▶ _EXERCISE DETAILS_:
Gather all lines with "roads" from the records.

EXCERPTED RECORDS Block Start

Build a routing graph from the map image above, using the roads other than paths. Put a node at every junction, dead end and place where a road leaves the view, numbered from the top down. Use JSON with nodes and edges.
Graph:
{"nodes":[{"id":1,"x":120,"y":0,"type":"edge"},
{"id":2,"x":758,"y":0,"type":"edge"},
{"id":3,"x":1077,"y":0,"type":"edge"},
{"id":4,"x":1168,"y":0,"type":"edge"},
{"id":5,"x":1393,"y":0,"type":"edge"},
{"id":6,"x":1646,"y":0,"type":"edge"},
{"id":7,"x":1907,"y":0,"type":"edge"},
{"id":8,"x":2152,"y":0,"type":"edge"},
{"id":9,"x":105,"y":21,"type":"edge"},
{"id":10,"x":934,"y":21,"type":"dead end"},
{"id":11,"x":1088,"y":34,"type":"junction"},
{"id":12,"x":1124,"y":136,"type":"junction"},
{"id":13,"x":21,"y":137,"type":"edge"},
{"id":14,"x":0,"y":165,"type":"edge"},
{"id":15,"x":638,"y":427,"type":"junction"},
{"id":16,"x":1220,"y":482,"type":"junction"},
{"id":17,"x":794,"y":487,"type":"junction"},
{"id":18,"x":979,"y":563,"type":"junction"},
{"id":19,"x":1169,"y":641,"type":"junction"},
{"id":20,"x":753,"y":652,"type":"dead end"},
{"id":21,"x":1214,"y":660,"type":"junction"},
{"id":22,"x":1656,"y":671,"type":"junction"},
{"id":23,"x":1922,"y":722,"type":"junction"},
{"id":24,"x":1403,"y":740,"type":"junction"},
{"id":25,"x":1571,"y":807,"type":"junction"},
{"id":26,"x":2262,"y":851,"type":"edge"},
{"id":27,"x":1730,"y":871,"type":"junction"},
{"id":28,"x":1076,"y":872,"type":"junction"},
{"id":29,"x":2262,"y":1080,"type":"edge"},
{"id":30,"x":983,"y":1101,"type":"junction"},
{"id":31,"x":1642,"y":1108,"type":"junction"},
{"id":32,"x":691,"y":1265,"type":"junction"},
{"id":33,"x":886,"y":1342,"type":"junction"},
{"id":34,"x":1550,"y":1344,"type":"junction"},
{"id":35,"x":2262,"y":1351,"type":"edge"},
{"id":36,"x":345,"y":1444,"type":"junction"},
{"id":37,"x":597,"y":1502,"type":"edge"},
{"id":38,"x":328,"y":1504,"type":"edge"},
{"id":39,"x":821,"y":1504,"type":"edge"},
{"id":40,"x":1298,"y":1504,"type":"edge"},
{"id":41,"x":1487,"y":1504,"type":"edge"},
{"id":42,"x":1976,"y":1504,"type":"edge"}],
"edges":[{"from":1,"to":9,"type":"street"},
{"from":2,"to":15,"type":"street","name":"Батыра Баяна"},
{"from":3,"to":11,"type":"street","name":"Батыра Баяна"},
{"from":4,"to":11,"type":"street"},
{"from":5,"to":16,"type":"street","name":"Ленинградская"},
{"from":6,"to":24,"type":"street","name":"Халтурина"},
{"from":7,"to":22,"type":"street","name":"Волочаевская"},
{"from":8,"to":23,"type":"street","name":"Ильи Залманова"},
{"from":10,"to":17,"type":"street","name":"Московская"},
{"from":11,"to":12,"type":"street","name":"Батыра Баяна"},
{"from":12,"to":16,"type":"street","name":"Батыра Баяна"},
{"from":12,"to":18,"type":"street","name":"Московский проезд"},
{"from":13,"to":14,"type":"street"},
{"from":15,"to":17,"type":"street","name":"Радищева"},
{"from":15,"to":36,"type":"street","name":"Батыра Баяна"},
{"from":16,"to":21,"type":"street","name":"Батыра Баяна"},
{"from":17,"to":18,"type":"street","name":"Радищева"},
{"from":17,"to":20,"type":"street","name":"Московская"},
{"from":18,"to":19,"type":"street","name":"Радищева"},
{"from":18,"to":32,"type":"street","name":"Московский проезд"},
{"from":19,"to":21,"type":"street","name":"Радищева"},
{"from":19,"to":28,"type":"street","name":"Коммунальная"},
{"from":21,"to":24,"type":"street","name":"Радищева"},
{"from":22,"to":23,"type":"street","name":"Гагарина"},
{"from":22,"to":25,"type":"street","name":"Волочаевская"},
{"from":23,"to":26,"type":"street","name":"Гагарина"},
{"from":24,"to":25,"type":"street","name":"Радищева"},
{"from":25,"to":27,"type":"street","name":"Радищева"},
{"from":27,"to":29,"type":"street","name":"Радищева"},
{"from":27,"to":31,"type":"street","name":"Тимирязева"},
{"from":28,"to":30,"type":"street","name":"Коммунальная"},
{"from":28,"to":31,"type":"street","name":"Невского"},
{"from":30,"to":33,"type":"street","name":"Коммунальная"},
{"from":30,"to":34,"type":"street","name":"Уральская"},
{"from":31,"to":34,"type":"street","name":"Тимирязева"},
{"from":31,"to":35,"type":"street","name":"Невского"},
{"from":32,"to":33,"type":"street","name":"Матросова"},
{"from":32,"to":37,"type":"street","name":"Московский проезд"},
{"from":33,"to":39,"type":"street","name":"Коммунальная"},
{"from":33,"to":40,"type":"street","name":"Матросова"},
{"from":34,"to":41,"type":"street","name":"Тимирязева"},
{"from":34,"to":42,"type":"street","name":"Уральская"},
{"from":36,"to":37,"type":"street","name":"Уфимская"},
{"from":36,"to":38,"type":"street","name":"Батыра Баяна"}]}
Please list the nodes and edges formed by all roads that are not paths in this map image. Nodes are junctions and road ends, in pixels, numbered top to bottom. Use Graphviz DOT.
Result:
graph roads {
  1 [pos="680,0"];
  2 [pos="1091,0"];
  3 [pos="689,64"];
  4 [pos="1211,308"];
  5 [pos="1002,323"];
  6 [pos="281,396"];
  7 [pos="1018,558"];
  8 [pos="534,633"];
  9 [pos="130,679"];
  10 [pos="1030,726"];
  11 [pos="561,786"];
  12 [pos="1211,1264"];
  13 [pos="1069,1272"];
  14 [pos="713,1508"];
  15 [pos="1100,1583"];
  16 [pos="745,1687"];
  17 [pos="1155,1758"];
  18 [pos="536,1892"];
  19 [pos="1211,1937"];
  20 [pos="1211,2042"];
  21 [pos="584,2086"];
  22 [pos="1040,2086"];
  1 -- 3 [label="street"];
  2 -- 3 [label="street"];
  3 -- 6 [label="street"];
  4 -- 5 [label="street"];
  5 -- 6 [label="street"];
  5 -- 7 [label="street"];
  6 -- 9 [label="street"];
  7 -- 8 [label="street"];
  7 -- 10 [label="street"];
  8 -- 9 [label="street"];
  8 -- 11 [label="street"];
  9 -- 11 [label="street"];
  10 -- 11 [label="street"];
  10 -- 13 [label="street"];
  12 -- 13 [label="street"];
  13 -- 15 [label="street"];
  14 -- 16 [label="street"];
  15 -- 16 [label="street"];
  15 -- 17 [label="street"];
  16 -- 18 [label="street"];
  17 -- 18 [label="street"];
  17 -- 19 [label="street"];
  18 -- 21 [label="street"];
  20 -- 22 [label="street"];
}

EXCERPTED RECORDS Block End

▶ _OUTPUT OF THE EXERCISE_:
Build a routing graph from the map image above, using the roads other than paths. Put a node at every junction, dead end and place where a road leaves the view, numbered from the top down. Use JSON with nodes and edges.
Please list the nodes and edges formed by all roads that are not paths in this map image. Nodes are junctions and road ends, in pixels, numbered top to bottom. Use Graphviz DOT.
graph roads {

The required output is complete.